• RECORDS SUPPLIED:
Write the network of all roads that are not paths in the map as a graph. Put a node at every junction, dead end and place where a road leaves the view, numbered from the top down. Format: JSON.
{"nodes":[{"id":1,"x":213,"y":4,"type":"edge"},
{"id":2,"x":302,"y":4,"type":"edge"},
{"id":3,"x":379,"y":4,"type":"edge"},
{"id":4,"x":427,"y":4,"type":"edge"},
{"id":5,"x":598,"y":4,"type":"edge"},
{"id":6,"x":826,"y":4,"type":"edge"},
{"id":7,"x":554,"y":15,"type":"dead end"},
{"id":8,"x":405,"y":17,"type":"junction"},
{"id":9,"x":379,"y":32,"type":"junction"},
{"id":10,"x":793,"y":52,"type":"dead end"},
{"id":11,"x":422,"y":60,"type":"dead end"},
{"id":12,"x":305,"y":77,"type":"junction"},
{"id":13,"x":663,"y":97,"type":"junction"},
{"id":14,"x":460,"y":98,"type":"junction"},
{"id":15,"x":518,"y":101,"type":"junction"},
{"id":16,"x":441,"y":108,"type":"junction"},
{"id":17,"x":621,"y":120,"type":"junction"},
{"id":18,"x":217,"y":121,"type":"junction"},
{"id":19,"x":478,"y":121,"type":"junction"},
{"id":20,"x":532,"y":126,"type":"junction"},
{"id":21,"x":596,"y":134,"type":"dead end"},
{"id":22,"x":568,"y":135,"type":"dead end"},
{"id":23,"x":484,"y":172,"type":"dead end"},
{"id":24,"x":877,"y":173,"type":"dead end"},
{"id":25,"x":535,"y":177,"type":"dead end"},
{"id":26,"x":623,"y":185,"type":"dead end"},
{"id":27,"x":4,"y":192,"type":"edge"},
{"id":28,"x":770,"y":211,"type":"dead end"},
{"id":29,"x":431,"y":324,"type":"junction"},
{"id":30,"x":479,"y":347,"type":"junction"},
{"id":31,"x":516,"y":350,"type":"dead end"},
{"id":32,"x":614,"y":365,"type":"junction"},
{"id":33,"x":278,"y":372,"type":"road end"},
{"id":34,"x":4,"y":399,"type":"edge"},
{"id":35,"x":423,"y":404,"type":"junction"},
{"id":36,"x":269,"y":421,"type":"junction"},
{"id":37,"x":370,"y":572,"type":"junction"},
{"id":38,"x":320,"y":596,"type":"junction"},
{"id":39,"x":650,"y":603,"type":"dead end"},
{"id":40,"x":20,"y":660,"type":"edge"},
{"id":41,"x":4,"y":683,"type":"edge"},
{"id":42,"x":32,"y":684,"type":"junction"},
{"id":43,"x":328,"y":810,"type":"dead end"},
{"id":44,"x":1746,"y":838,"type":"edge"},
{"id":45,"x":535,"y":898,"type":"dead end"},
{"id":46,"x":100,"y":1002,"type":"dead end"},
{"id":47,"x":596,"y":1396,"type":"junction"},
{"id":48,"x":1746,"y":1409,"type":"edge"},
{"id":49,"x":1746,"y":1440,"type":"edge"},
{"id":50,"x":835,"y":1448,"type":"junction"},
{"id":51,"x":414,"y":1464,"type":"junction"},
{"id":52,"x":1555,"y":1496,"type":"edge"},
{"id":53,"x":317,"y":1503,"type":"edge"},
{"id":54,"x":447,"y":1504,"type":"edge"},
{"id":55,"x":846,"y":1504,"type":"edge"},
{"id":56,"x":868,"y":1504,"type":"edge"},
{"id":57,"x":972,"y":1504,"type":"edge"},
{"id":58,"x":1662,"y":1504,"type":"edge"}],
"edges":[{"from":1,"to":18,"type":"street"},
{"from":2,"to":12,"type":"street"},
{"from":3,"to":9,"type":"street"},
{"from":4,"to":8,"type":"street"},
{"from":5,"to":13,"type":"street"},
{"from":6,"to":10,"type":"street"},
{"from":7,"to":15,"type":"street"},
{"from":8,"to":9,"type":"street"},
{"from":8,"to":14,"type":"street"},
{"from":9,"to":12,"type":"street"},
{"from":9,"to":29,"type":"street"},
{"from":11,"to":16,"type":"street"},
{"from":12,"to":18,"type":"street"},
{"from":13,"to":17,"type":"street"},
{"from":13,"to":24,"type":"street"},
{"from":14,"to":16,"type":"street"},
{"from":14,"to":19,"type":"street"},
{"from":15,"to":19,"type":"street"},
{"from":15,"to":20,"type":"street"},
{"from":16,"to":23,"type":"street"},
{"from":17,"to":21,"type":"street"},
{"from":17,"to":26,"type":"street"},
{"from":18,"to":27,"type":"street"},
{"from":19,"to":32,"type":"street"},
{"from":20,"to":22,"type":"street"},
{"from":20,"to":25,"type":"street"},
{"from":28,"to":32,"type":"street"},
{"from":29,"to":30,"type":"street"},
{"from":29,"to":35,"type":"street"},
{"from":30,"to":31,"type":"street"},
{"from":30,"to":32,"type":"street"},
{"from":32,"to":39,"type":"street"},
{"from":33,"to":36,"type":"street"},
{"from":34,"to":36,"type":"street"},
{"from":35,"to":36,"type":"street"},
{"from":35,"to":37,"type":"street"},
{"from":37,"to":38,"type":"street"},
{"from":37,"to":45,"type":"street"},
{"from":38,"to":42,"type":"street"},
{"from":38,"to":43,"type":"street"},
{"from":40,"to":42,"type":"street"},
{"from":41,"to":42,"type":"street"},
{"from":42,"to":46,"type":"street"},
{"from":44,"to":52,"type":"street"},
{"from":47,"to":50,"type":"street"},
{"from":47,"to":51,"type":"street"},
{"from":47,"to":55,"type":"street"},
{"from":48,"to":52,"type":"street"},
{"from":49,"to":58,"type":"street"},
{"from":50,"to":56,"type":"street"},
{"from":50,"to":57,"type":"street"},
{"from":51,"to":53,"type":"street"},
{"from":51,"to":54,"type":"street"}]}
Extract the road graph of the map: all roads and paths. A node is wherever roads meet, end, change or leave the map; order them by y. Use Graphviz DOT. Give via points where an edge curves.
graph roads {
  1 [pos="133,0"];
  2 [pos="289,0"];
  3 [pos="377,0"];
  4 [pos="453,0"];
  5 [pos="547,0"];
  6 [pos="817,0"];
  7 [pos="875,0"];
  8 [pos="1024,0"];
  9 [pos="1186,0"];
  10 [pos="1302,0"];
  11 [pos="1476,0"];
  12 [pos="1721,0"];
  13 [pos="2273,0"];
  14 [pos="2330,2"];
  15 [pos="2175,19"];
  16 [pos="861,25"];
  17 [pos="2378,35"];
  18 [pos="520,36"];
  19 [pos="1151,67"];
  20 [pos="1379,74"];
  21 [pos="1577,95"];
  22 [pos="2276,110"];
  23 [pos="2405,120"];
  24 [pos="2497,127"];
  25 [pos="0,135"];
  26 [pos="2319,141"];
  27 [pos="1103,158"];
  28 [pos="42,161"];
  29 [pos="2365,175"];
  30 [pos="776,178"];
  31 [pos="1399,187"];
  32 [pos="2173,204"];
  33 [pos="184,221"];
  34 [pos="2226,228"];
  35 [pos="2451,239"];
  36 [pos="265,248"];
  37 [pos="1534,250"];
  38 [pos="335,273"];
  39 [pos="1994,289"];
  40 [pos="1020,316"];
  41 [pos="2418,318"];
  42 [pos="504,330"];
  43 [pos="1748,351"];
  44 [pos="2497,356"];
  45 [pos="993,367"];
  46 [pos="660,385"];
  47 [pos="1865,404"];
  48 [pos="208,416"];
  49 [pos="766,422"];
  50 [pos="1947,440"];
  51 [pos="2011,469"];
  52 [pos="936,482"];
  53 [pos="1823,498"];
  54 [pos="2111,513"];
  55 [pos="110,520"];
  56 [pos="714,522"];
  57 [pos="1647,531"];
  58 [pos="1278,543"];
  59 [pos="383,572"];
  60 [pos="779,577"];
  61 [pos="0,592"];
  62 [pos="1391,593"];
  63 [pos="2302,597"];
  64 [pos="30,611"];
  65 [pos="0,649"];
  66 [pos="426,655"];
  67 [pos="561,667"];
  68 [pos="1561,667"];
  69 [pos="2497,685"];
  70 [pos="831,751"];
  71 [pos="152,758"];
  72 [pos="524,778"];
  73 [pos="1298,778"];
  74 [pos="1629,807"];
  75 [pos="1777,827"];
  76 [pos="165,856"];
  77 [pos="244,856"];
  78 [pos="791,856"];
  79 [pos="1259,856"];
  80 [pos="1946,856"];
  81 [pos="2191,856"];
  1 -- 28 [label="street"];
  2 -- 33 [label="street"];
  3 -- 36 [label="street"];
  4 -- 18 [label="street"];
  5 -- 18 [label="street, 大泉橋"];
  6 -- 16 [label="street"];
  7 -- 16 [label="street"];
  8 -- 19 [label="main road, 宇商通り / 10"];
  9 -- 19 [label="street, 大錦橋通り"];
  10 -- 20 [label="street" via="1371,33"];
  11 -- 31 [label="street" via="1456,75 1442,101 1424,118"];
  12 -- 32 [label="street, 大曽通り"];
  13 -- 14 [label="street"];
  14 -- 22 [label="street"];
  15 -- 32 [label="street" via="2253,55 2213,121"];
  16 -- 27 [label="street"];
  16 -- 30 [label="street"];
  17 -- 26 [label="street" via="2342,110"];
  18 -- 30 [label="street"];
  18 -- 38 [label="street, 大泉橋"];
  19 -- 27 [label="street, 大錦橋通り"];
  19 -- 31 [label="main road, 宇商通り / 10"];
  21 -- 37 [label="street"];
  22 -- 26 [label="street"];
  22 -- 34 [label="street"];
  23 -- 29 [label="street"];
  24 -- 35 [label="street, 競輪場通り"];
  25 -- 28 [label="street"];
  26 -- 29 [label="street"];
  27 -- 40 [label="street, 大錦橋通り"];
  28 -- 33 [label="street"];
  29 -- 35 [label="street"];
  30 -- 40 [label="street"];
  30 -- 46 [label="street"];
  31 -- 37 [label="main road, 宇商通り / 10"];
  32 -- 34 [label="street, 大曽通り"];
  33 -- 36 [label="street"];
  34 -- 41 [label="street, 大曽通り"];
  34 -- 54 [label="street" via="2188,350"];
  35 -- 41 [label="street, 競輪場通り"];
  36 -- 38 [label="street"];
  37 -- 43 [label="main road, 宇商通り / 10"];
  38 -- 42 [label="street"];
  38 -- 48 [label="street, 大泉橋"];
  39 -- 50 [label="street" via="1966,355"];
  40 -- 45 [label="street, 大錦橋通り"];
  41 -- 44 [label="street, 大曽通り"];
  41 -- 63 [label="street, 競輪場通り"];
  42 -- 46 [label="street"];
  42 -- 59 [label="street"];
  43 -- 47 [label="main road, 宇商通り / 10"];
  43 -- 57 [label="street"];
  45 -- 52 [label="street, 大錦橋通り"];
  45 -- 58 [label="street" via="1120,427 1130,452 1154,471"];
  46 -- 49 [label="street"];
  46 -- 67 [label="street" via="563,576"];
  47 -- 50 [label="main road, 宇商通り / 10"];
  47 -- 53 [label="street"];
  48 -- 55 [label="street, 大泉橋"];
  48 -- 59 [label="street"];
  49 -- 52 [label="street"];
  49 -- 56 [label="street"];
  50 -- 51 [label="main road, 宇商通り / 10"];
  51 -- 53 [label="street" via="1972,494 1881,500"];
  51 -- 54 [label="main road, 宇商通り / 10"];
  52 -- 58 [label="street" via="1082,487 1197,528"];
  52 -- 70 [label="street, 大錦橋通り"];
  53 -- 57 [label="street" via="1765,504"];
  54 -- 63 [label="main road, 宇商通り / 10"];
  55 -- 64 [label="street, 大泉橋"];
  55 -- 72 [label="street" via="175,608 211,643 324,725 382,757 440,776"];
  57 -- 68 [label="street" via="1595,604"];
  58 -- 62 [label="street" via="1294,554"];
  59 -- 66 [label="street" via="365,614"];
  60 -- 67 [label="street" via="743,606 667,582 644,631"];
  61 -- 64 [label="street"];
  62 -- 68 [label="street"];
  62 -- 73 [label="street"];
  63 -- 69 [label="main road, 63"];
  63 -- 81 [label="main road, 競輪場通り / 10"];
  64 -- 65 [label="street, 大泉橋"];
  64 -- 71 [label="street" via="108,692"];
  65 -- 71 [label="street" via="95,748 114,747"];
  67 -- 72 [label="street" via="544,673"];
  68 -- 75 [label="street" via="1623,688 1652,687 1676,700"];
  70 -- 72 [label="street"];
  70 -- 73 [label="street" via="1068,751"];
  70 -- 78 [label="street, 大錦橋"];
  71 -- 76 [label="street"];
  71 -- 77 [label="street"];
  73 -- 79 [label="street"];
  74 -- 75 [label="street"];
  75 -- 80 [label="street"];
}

• TASK: Wherever the string "大錦橋通り" occurs in the records above, copy that line.

• RESULT OF THE TASK:
  9 -- 19 [label="street, 大錦橋通り"];
  19 -- 27 [label="street, 大錦橋通り"];
  27 -- 40 [label="street, 大錦橋通り"];
  40 -- 45 [label="street, 大錦橋通り"];
  45 -- 52 [label="street, 大錦橋通り"];
  52 -- 70 [label="street, 大錦橋通り"];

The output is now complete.